Rimworld is a great universe where we think about characters' stories, and there's really just like, a couple dozen attributes and straightforward ways they interact with the game.

An LLM context window could easily have 20 times as much interpersonal state, and make it interact in much more unexpected (but plausible) ways. That's going to be a surprising and rewarding gaming experience once someone figures it out.

  • Context window is arbitrary and can be adjusted on demand. When a new random event needs to be generated, and then fleshed out, the context can contain e.g. list of facts about the story so far, the overall story arc, summary of main characters or plot threads. This can be used by LLM to decide e.g. which faction will attack, and who will be on it, and what their goal will be, etc. After the event concludes, it just becomes another line in story event history. Meanwhile, that can be fed to a differently prompted LLM to evolve the plot arc, update motivations of background characters, etc.
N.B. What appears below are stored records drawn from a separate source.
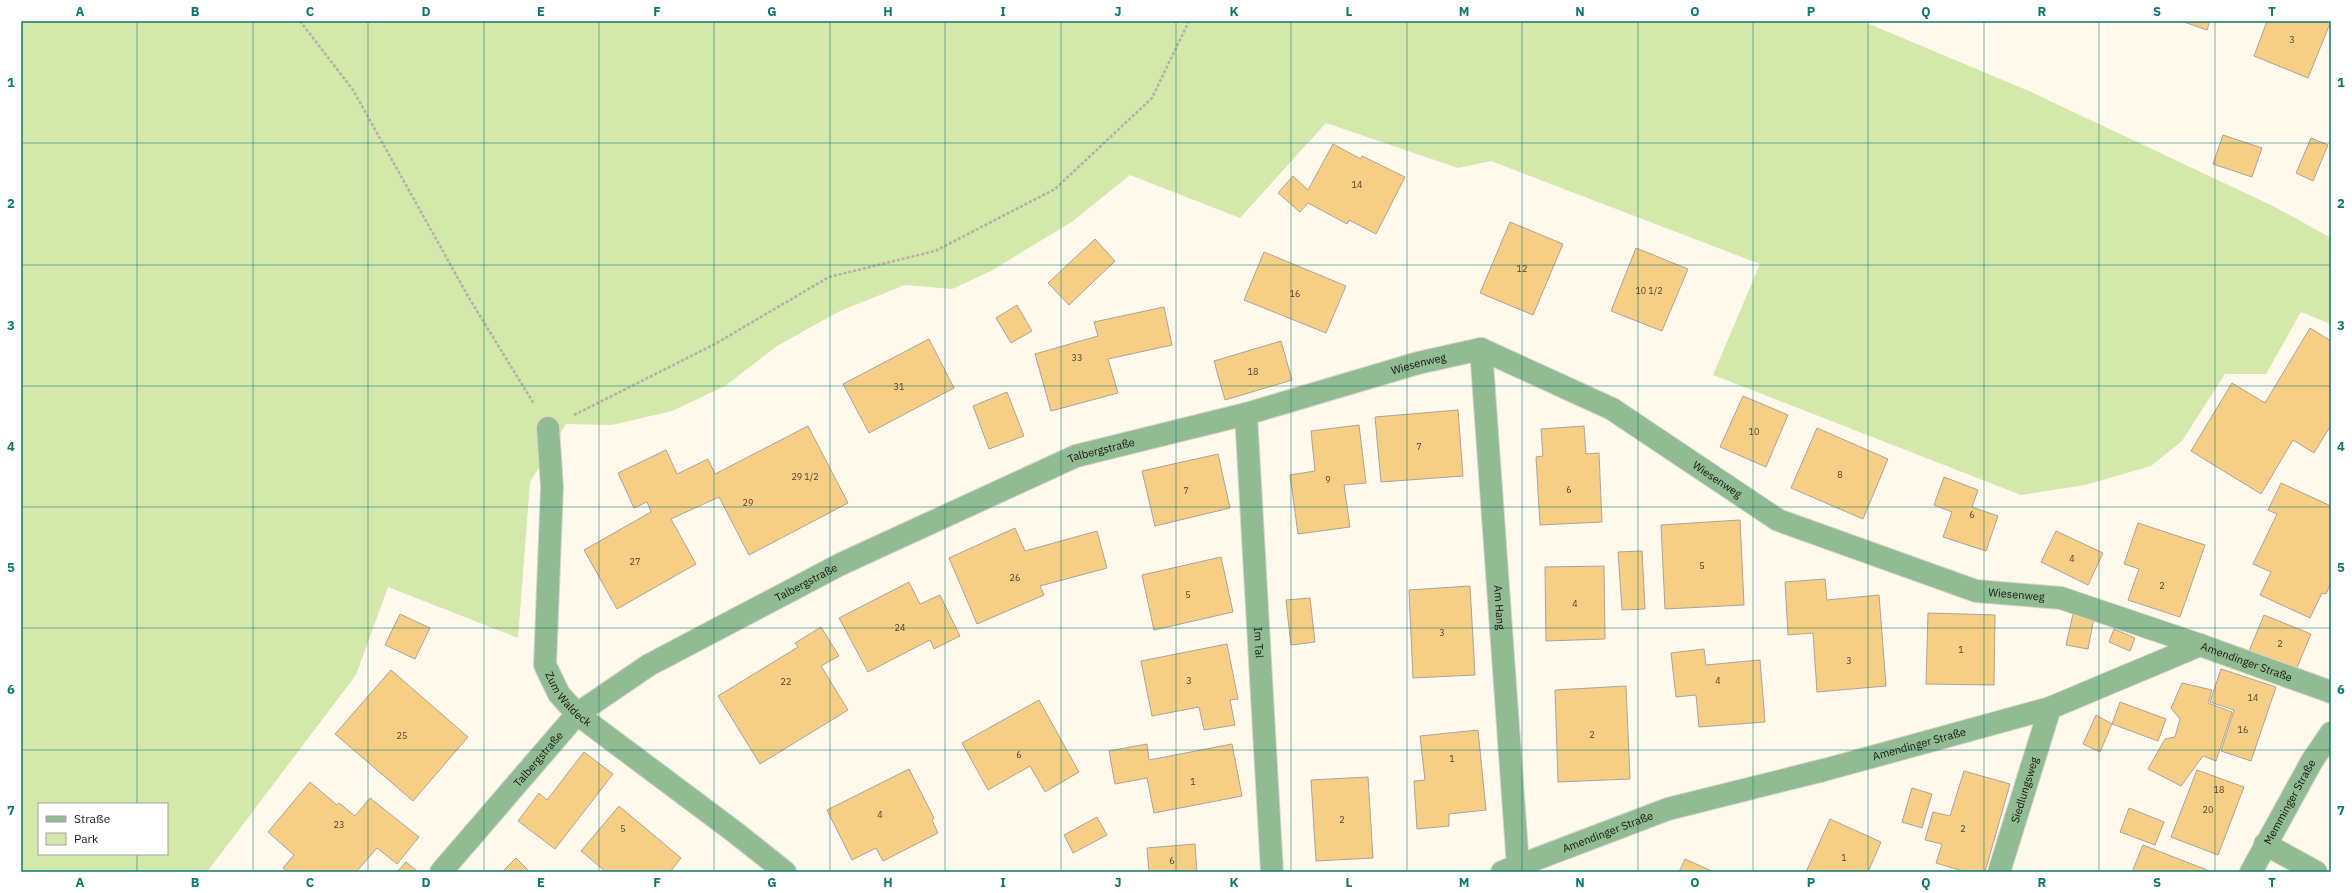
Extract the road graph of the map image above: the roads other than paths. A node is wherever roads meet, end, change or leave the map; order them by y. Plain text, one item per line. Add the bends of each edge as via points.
1 (1481, 349) junction
2 (1246, 414) junction
3 (548, 428) road end
4 (2200, 645) junction
5 (2331, 692) edge
6 (2050, 708) junction
7 (577, 714) junction
8 (2331, 733) edge
9 (2265, 844) junction
10 (1510, 869) edge
11 (441, 872) edge
12 (786, 872) edge
13 (1272, 872) edge
14 (1999, 872) edge
15 (2251, 872) edge
16 (2316, 872) edge

1 - 2 street, Wiesenweg via 1418,363
1 - 4 street, Wiesenweg via 1612,409 1778,520 1976,591 2061,598
1 - 10 street, Am Hang
2 - 7 street, Talbergstraße via 1076,456 841,564 649,665
2 - 13 street, Im Tal
3 - 7 street, Zum Waldeck via 552,487 545,665 559,694
4 - 5 street, Amendinger Straße
4 - 6 street, Amendinger Straße
6 - 10 street, Amendinger Straße via 1824,770 1668,809
6 - 14 street, Siedlungsweg
7 - 11 street, Talbergstraße
7 - 12 street, Zum Waldeck
8 - 9 street, Memminger Straße via 2312,761
9 - 15 street, Memminger Straße
9 - 16 street

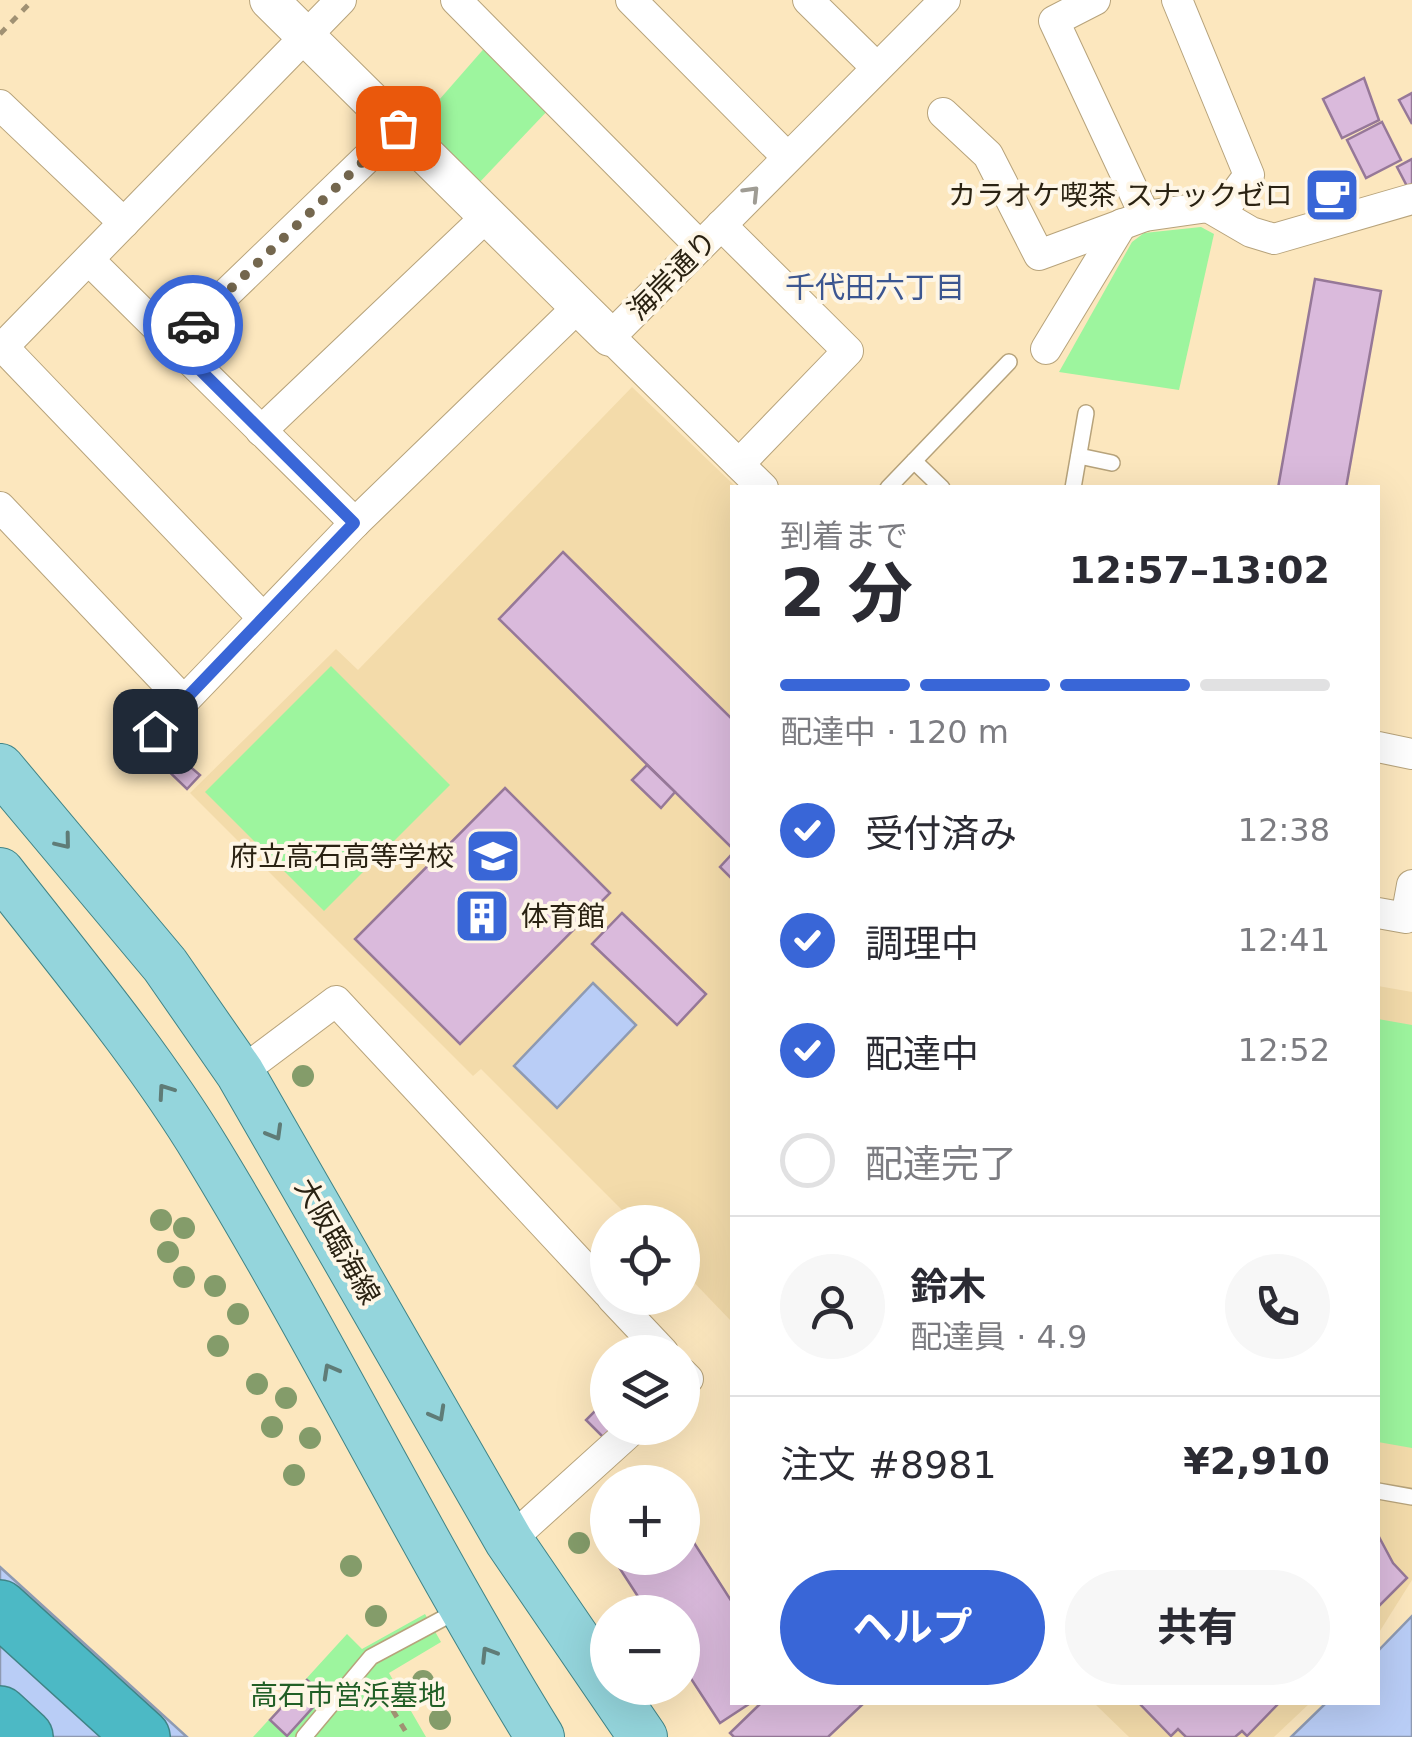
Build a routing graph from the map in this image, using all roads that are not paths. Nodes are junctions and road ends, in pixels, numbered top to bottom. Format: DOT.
graph roads {
  1 [pos="268,0"];
  2 [pos="341,0"];
  3 [pos="456,0"];
  4 [pos="631,0"];
  5 [pos="808,0"];
  6 [pos="945,0"];
  7 [pos="1094,0"];
  8 [pos="1177,0"];
  9 [pos="306,38"];
  10 [pos="876,68"];
  11 [pos="0,105"];
  12 [pos="943,112"];
  13 [pos="398,128"];
  14 [pos="787,157"];
  15 [pos="1412,199"];
  16 [pos="1222,212"];
  17 [pos="486,217"];
  18 [pos="1134,220"];
  19 [pos="124,223"];
  20 [pos="711,236"];
  21 [pos="89,260"];
  22 [pos="579,306"];
  23 [pos="610,337"];
  24 [pos="174,344"];
  25 [pos="1046,348"];
  26 [pos="2,349"];
  27 [pos="1009,362"];
  28 [pos="1086,413"];
  29 [pos="262,430"];
  30 [pos="1078,456"];
  31 [pos="914,460"];
  32 [pos="1112,462"];
  33 [pos="739,464"];
  34 [pos="760,485"];
  35 [pos="891,485"];
  36 [pos="939,485"];
  37 [pos="1073,485"];
  38 [pos="0,507"];
  39 [pos="354,523"];
  40 [pos="263,618"];
  41 [pos="184,701"];
  42 [pos="155,731"];
  43 [pos="1380,747"];
  44 [pos="1412,754"];
  45 [pos="0,768"];
  46 [pos="0,872"];
  47 [pos="1412,885"];
  48 [pos="1380,913"];
  49 [pos="240,1073"];
  50 [pos="590,1274"];
  51 [pos="629,1315"];
  52 [pos="647,1335"];
  53 [pos="615,1445"];
  54 [pos="1380,1491"];
  55 [pos="1412,1497"];
  56 [pos="509,1542"];
  57 [pos="0,1608"];
  58 [pos="461,1609"];
  59 [pos="0,1654"];
  60 [pos="0,1714"];
  61 [pos="26,1737"];
  62 [pos="90,1737"];
  63 [pos="142,1737"];
  64 [pos="304,1737"];
  65 [pos="540,1737"];
  66 [pos="643,1737"];
  1 -- 9 [label="street, 海岸通り"];
  2 -- 9 [label="street"];
  3 -- 20 [label="street"];
  4 -- 14 [label="street"];
  5 -- 10 [label="street"];
  6 -- 10 [label="street, 海岸通り"];
  7 -- 18 [label="street"];
  8 -- 16 [label="street"];
  9 -- 13 [label="street, 海岸通り"];
  9 -- 19 [label="street"];
  10 -- 14 [label="street, 海岸通り"];
  11 -- 19 [label="street"];
  12 -- 18 [label="street"];
  13 -- 17 [label="street, 海岸通り"];
  13 -- 24 [label="street"];
  20 -- 14 [label="street, 海岸通り, one-way"];
  15 -- 16 [label="street"];
  16 -- 18 [label="street"];
  17 -- 22 [label="street, 海岸通り"];
  17 -- 29 [label="street"];
  18 -- 25 [label="street"];
  19 -- 21 [label="street"];
  20 -- 23 [label="street, 海岸通り"];
  20 -- 33 [label="street"];
  21 -- 24 [label="street"];
  21 -- 26 [label="street"];
  22 -- 23 [label="street, 海岸通り"];
  22 -- 39 [label="street"];
  23 -- 33 [label="street"];
  24 -- 29 [label="street"];
  26 -- 40 [label="street"];
  27 -- 31 [label="lane"];
  28 -- 30 [label="lane"];
  29 -- 39 [label="street"];
  30 -- 32 [label="lane"];
  30 -- 37 [label="lane"];
  31 -- 35 [label="lane"];
  31 -- 36 [label="lane"];
  33 -- 34 [label="street"];
  38 -- 41 [label="street"];
  39 -- 40 [label="street"];
  40 -- 41 [label="street"];
  41 -- 42 [label="street"];
  43 -- 44 [label="street"];
  45 -- 49 [label="main road, 大阪臨海線, one-way"];
  58 -- 46 [label="main road, one-way"];
  47 -- 48 [label="street"];
  49 -- 50 [label="street"];
  49 -- 56 [label="main road, 大阪臨海線, one-way"];
  51 -- 52 [label="street"];
  53 -- 56 [label="street"];
  54 -- 55 [label="lane"];
  56 -- 66 [label="main road, 大阪臨海線"];
  57 -- 63 [label="highway"];
  58 -- 64 [label="lane"];
  65 -- 58 [label="main road, one-way"];
  59 -- 62 [label="highway"];
  60 -- 61 [label="highway"];
}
    I have a feeling people imagine LLMs as end-to-end DMs that should somehow remember everything and do everything in one inference round. That's not what they are. They're building blocks. They're to be chained and mixed with classical flow control, algorithms, and data storage (as well as the whole interactive game mechanics, in videogame context).

    • Maybe. But for something like Rimworld++++, you don't need all that sophistication. You need a pile of relevant facts and a clear task to determine something about the game or write some text for the user. Sure, curating and retrieving selectively would probably be even better and more flexible.

>I don't think you're going to find an LLM with a large enough context window to have a meaningfully involving story spanning multiple sessions

You don't need to provide every single previous information to llm, use LLM to summarise previous ones and it gets really compact. It works quite well.